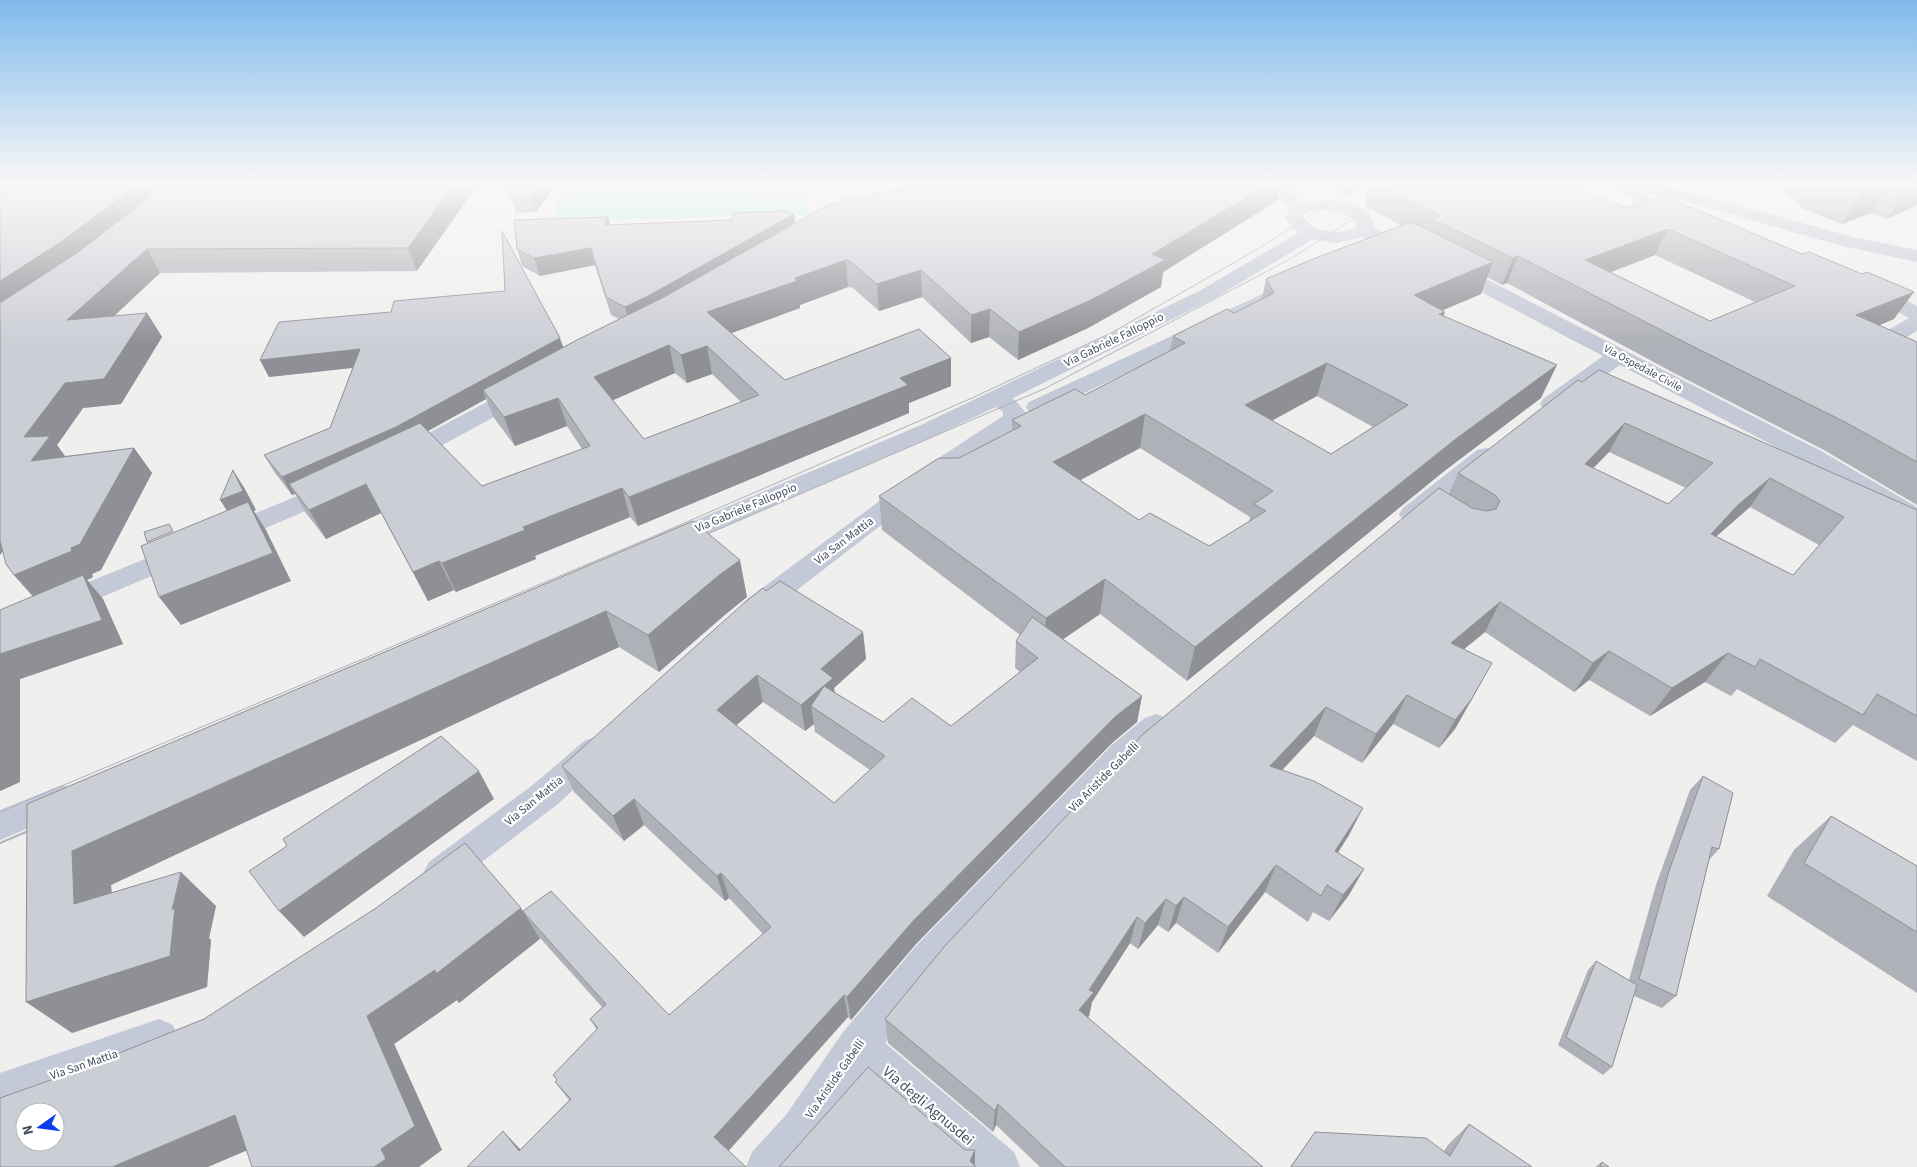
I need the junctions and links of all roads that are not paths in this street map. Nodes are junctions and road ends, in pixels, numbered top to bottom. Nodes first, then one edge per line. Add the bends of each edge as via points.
1 (1305, 236) edge
2 (1376, 236) edge
3 (1830, 236) edge
4 (1917, 256) edge
5 (1851, 279) edge
6 (1269, 297) edge
7 (1917, 314) edge
8 (1917, 322) edge
9 (1094, 350) junction
10 (1619, 355) junction
11 (1917, 364) edge
12 (1121, 366) junction
13 (544, 379) edge
14 (998, 397) junction
15 (1037, 407) edge
16 (380, 467) edge
17 (354, 479) edge
18 (1917, 518) edge
19 (1388, 534) edge
20 (640, 554) edge
21 (731, 628) edge
22 (0, 632) edge
23 (1177, 710) edge
24 (620, 728) edge
25 (82, 790) edge
26 (0, 825) edge
27 (418, 890) edge
28 (190, 1028) edge
29 (857, 1046) junction
30 (0, 1094) edge
31 (767, 1167) edge
32 (999, 1167) edge

1 - 9 street, Via Gabriele Falloppio via 1208,294
2 - 10 street, Via Ospedale Civile via 1432,259
3 - 4 street
5 - 7 street
6 - 12 street
8 - 11 street via 1877,346
9 - 12 street
9 - 14 street, Via Gabriele Falloppio
10 - 18 street, Via Ospedale Civile via 1814,457
10 - 19 street via 1519,429 1436,509
12 - 15 street
13 - 16 street
14 - 20 street, Via Gabriele Falloppio via 929,430
14 - 21 street, Via San Mattia via 1011,408 1014,419 937,470
17 - 22 street
23 - 29 street, Via Aristide Gabelli via 1124,753 930,958
24 - 27 street, Via San Mattia via 546,794
25 - 26 street
28 - 30 street, Via San Mattia
29 - 31 street, Via Aristide Gabelli via 800,1130
29 - 32 street, Via degli Agnusdei

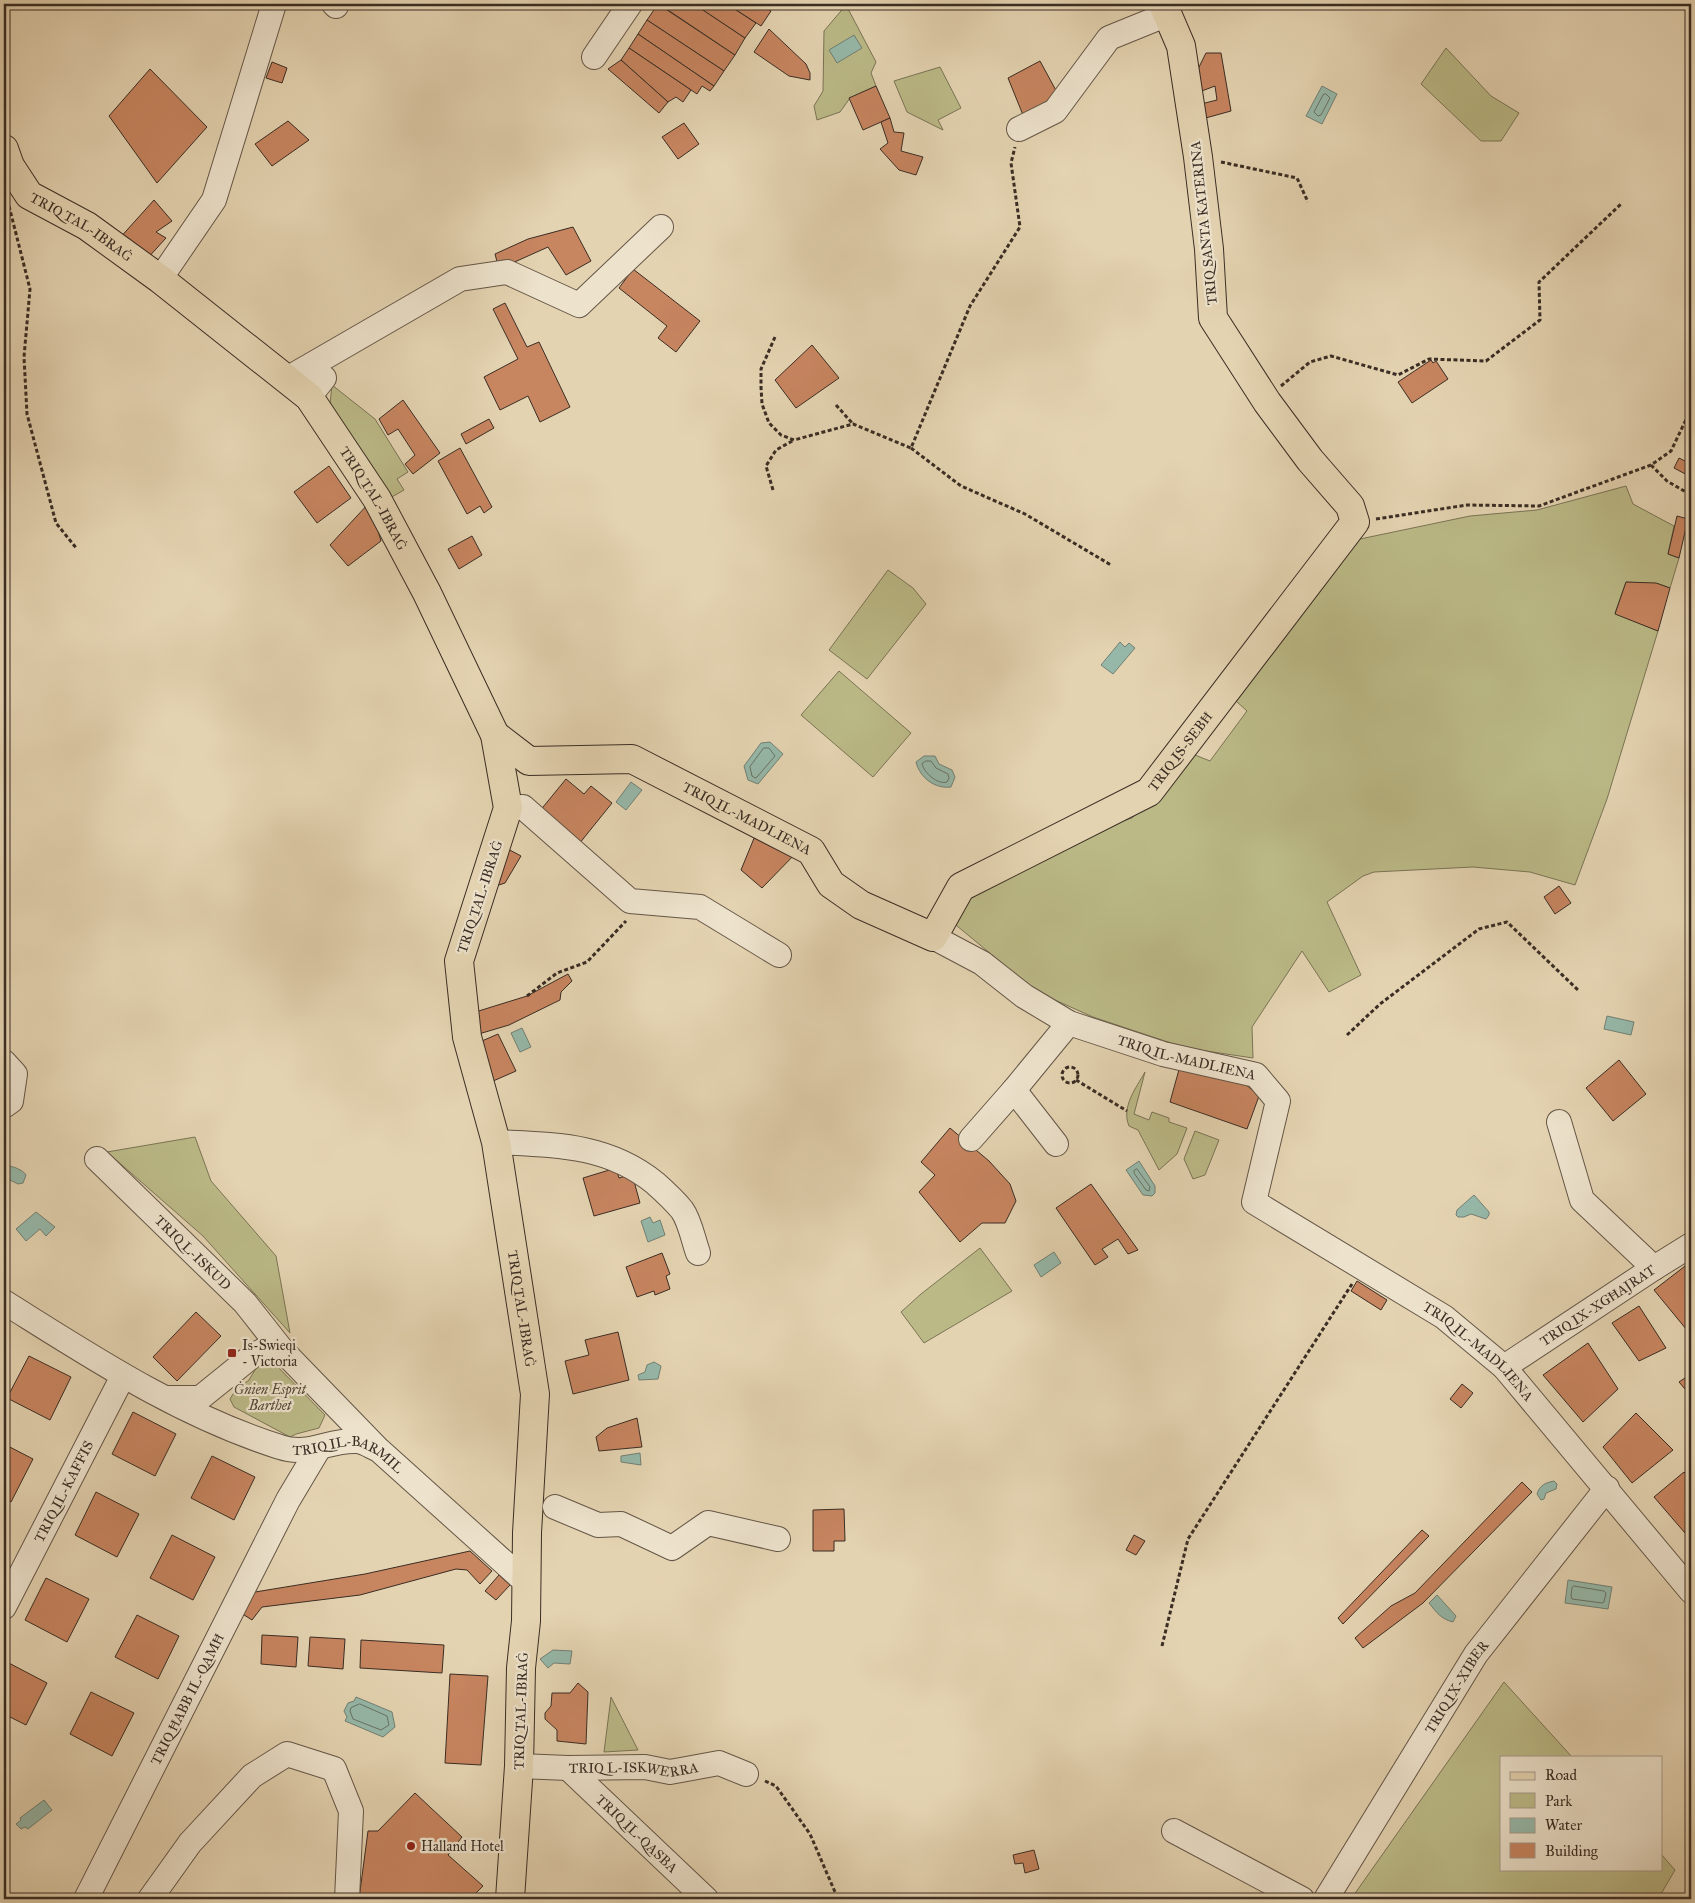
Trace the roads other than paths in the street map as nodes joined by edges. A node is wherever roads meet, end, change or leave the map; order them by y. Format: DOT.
graph roads {
  1 [pos="274,4"];
  2 [pos="630,4"];
  3 [pos="1165,9"];
  4 [pos="594,57"];
  5 [pos="1020,129"];
  6 [pos="4,150"];
  7 [pos="661,227"];
  8 [pos="160,279"];
  9 [pos="287,379"];
  10 [pos="1355,522"];
  11 [pos="495,735"];
  12 [pos="529,762"];
  13 [pos="508,808"];
  14 [pos="933,937"];
  15 [pos="779,955"];
  16 [pos="1069,1023"];
  17 [pos="4,1062"];
  18 [pos="1014,1090"];
  19 [pos="8,1103"];
  20 [pos="1559,1122"];
  21 [pos="971,1139"];
  22 [pos="496,1142"];
  23 [pos="1056,1144"];
  24 [pos="97,1159"];
  25 [pos="1691,1245"];
  26 [pos="698,1253"];
  27 [pos="1654,1268"];
  28 [pos="4,1302"];
  29 [pos="245,1304"];
  30 [pos="282,1350"];
  31 [pos="1504,1367"];
  32 [pos="236,1369"];
  33 [pos="123,1376"];
  34 [pos="163,1399"];
  35 [pos="336,1407"];
  36 [pos="231,1430"];
  37 [pos="325,1445"];
  38 [pos="282,1448"];
  39 [pos="379,1450"];
  40 [pos="1607,1488"];
  41 [pos="288,1500"];
  42 [pos="555,1507"];
  43 [pos="778,1539"];
  44 [pos="528,1584"];
  45 [pos="1691,1591"];
  46 [pos="4,1607"];
  47 [pos="519,1766"];
  48 [pos="568,1768"];
  49 [pos="746,1774"];
  50 [pos="1174,1831"];
  51 [pos="86,1899"];
  52 [pos="150,1899"];
  53 [pos="347,1899"];
  54 [pos="510,1899"];
  55 [pos="706,1899"];
  56 [pos="1302,1899"];
  57 [pos="1326,1899"];
  1 -- 8 [label="street"];
  2 -- 4 [label="street"];
  3 -- 5 [label="street"];
  3 -- 10 [label="main road, TRIQ SANTA KATERINA"];
  6 -- 8 [label="main road, TRIQ TAL-IBRAĠ"];
  7 -- 9 [label="street"];
  8 -- 9 [label="main road, TRIQ TAL-IBRAĠ"];
  9 -- 11 [label="main road, TRIQ TAL-IBRAĠ"];
  10 -- 14 [label="main road, TRIQ IS-SEBĦ"];
  11 -- 12 [label="main road"];
  11 -- 13 [label="main road, TRIQ TAL-IBRAĠ"];
  12 -- 13 [label="main road"];
  12 -- 14 [label="main road, TRIQ IL-MADLIENA"];
  13 -- 15 [label="street"];
  13 -- 22 [label="main road, TRIQ TAL-IBRAĠ"];
  14 -- 16 [label="street, TRIQ IL-MADLIENA"];
  16 -- 18 [label="street"];
  16 -- 31 [label="street, TRIQ IL-MADLIENA"];
  17 -- 19 [label="street"];
  18 -- 21 [label="street"];
  18 -- 23 [label="street"];
  20 -- 27 [label="street"];
  22 -- 26 [label="street"];
  22 -- 44 [label="main road, TRIQ TAL-IBRAĠ"];
  24 -- 29 [label="street, TRIQ L-ISKUD"];
  25 -- 27 [label="street, TRIQ IX-XGĦAJRAT"];
  27 -- 31 [label="street, TRIQ IX-XGĦAJRAT"];
  28 -- 33 [label="street, TRIQ IL-BARMIL"];
  29 -- 30 [label="street, TRIQ L-ISKUD"];
  29 -- 32 [label="street"];
  30 -- 32 [label="street"];
  30 -- 35 [label="street, TRIQ L-ISKUD"];
  31 -- 40 [label="street, TRIQ IL-MADLIENA"];
  32 -- 34 [label="street"];
  32 -- 36 [label="street"];
  33 -- 34 [label="street, TRIQ IL-BARMIL"];
  33 -- 46 [label="street, TRIQ IL-KAFFIS"];
  34 -- 36 [label="street, TRIQ IL-BARMIL"];
  35 -- 37 [label="street"];
  35 -- 39 [label="street, TRIQ L-ISKUD"];
  36 -- 38 [label="street, TRIQ IL-BARMIL"];
  37 -- 38 [label="street, TRIQ IL-BARMIL"];
  37 -- 39 [label="street, TRIQ IL-BARMIL"];
  37 -- 41 [label="street, TRIQ ĦABB IL-QAMĦ"];
  38 -- 41 [label="street, TRIQ ĦABB IL-QAMĦ"];
  39 -- 44 [label="street, TRIQ IL-BARMIL"];
  40 -- 45 [label="street, TRIQ IL-MADLIENA"];
  40 -- 57 [label="street, TRIQ IX-XIBER"];
  41 -- 51 [label="street, TRIQ ĦABB IL-QAMĦ"];
  42 -- 43 [label="street"];
  44 -- 47 [label="main road, TRIQ TAL-IBRAĠ"];
  47 -- 48 [label="street, TRIQ L-ISKWERRA"];
  47 -- 54 [label="main road, TRIQ TAL-IBRAĠ"];
  48 -- 49 [label="street, TRIQ L-ISKWERRA"];
  48 -- 55 [label="street, TRIQ IL-QASBA"];
  50 -- 56 [label="street"];
  52 -- 53 [label="street"];
}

********

WHAT IS BEING ASKED –
Which lines hold the word "Falloppio"? Copy each of them from the records.

PROBLEM SOLUTION –
1 - 9 street, Via Gabriele Falloppio via 1208,294
9 - 14 street, Via Gabriele Falloppio
14 - 20 street, Via Gabriele Falloppio via 929,430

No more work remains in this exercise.